# Marriott Resorts / Buildings [2011 Ongoing]



## SueDonJ (Feb 26, 2011)

Here's an idea for a new thread that should help with all of the questions about views.  Each resort gets one post with the same info for all of them.  I'll start with Barony and SurfWatch.  After they're up we can decide together if we want  more info, and you all can add your resorts.

Let's everybody play!  This could be so much more fun than that infuriating, "What Day Do I Call?" game!


----------



## SueDonJ (Feb 26, 2011)

*Resort Name:  Barony Beach Club*

*Place:*  Hilton Head Island, SC

*Building Names, Number and Views:*

9400-Morning Glory and 9600-Sea Oat; oceanfront directly facing the ocean and oceanside facing the courtyard

9300-Bayberry and 9500-LiveOak; oceanside

9100-Gardenia and 9200-Jasmine; gardenview
(* These are situated in behind the Westin resort which is beside the main BB footprint.)

*Unit Configurations:*

2BR/2BA throughout, non-lock-off
(Units in the gardenview buildings are slightly larger and have double master suites with a soaking tub in each bath.)


----------



## SueDonJ (Feb 26, 2011)

*Resort Name:  SurfWatch*

*Place:*  Hilton Head Island, SC

*Building Names, Number and Views:*

9600-Ocean Dunes; oceanvista
(A boardwalk over the marsh separates this building from the oceanfront pool and bar/grill.)

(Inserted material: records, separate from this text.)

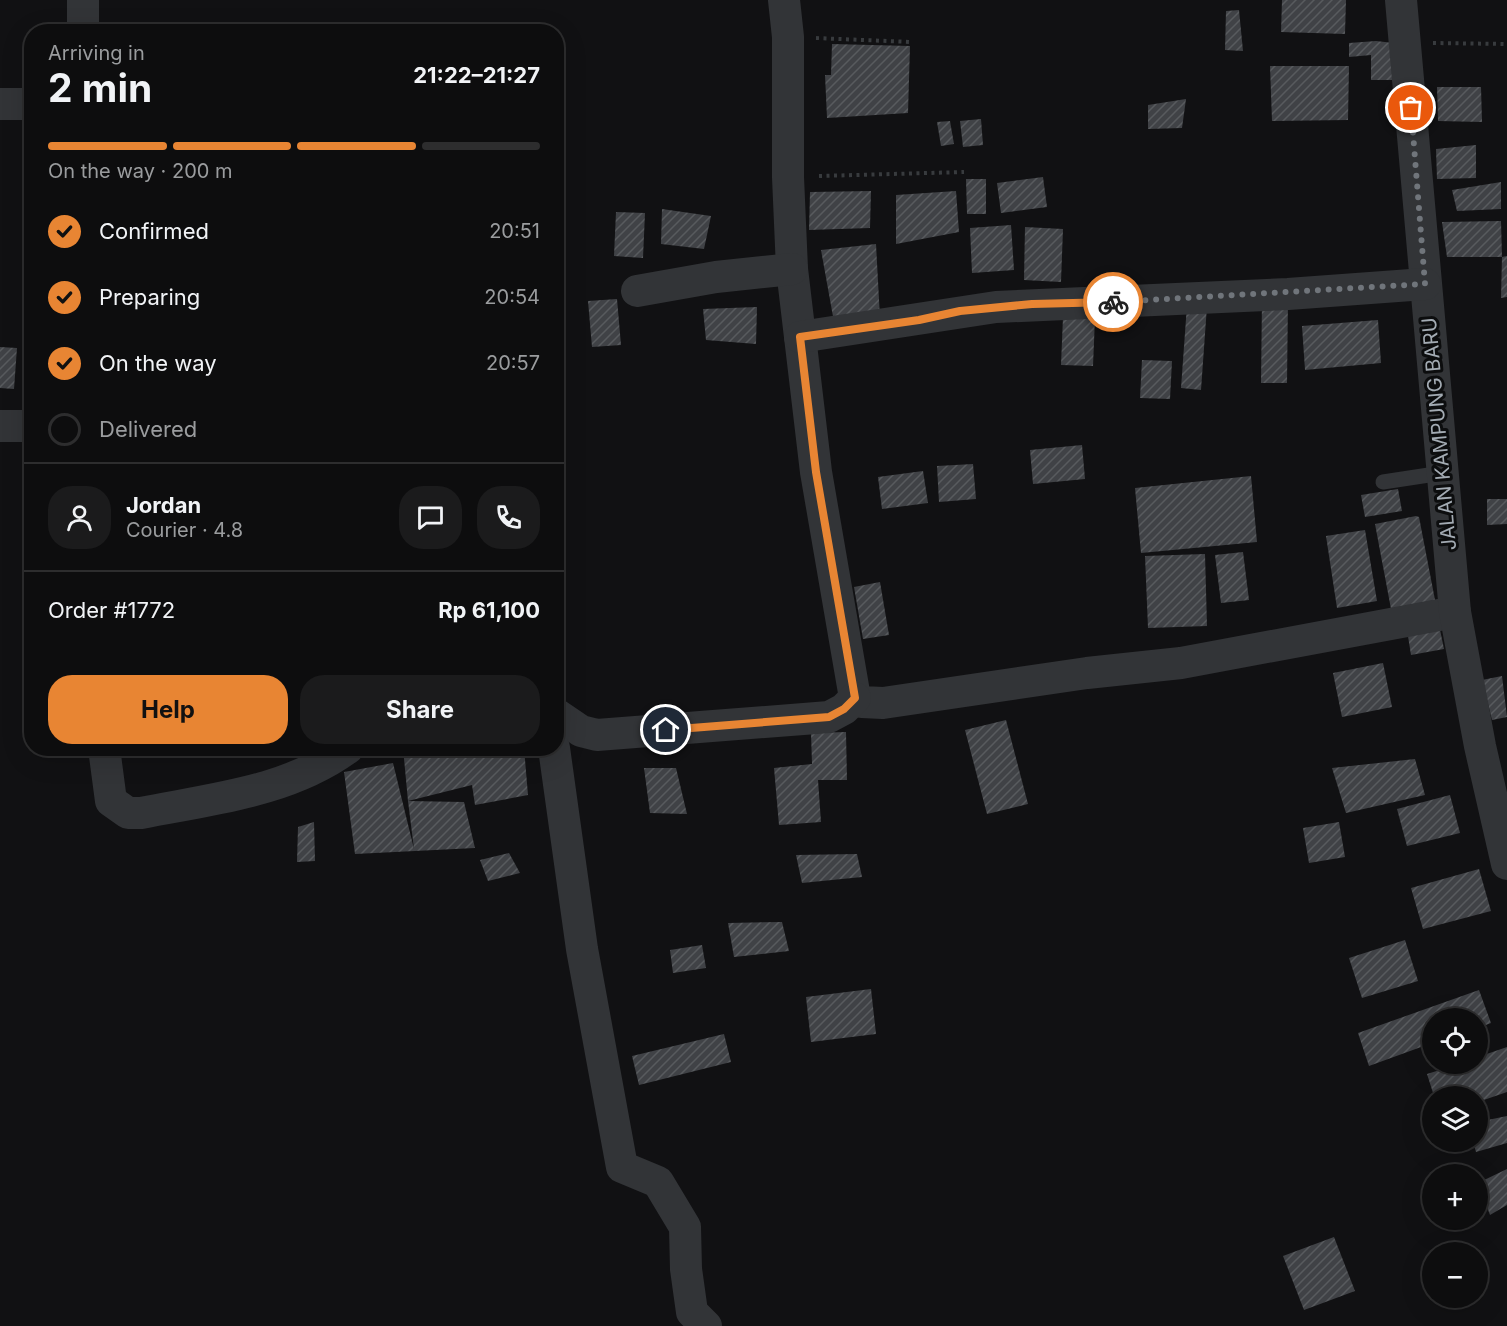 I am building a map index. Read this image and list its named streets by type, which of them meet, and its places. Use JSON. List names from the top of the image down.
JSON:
{
  "streets": {
    "street": ["JALAN KAMPUNG BARU"]
  },
  "page": {
    "heading": ["2 min", "Arriving in", "21:22–21:27"],
    "panel": [
      "Jordan",
      "Courier · 4.8",
      "Order #1772",
      "Rp 61,100"
    ],
    "bar": "On the way · 200 m",
    "list": [
      ["Confirmed", "20:51"],
      ["Preparing", "20:54"],
      ["On the way", "20:57"],
      "Delivered"
    ],
    "buttons": ["Help", "Share"],
    "map_buttons": ["+", "−"]
  }
}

5100-Ocean Marsh* and 5500-Tide Mark; oceanside

5100-Ocean Marsh*, 5300-Sea Cove and 5400-Sea Dunes; gardenview

(* Ocean Marsh has a few gardenview units that face directly opposite the oceanside units.)


*Unit Configurations:*

2BR/2BA and 3BR/3BA, non-lock-off
(3BR units are on the ends of each floor in each building.)


----------



## dundeeyank (Feb 26, 2011)

*Frenchmans' Cove St Thomas*

As you can see from the photo, all the villas have ocean view.  It is built on a hillside and even the upper building has views of the water.  All of them are a walk from the pool and beach area.  Unobstructed views are from the upper floors. The ground floor on all buildings is parking so the lowest villas may not all see the beach but they all can look out and see the sea and cruise ships that enter the harbor every morning and leave each evening.


----------



## Egret1986 (Aug 16, 2012)

*Not much playing going on, but.....*



SueDonJ said:


> Here's an idea for a new thread that should help with all of the questions about views.  Each resort gets one post with the same info for all of them.  I'll start with Barony and SurfWatch.  After they're up we can decide together if we want  more info, and you all can add your resorts.
> 
> Let's everybody play!  This could be so much more fun than that infuriating, "What Day Do I Call?" game!





SueDonJ said:


> *Resort Name:  Barony Beach Club*
> 
> *Place:*  Hilton Head Island, SC
> 
> ...



I google searched trying to find out about the building locations and views at Barony, but couldn't find anything.  Then decided to search on TUG (just new I would find something).

Badda bing!  

Thanks!


----------



## SueDonJ (Aug 16, 2012)

Egret1986 said:


> I google searched trying to find out about the building locations and views at Barony, but couldn't find anything.  Then decided to search on TUG (just new I would find something).
> 
> Badda bing!
> 
> Thanks!



You're welcome.    Now that the thread's been resurrected I'd love to see others contribute the info for their home resorts.


----------



## GrayFal (Aug 17, 2012)

*Marriott Frenchmen's Cove, STT*



dundeeyank said:


> As you can see from the photo, all the villas have ocean view.  It is built on a hillside and even the upper building has views of the water.  All of them are a walk from the pool and beach area.  Unobstructed views are from the upper floors. The ground floor on all buildings is parking so the lowest villas may not all see the beach but they all can look out and see the sea and cruise ships that enter the harbor every morning and leave each evening.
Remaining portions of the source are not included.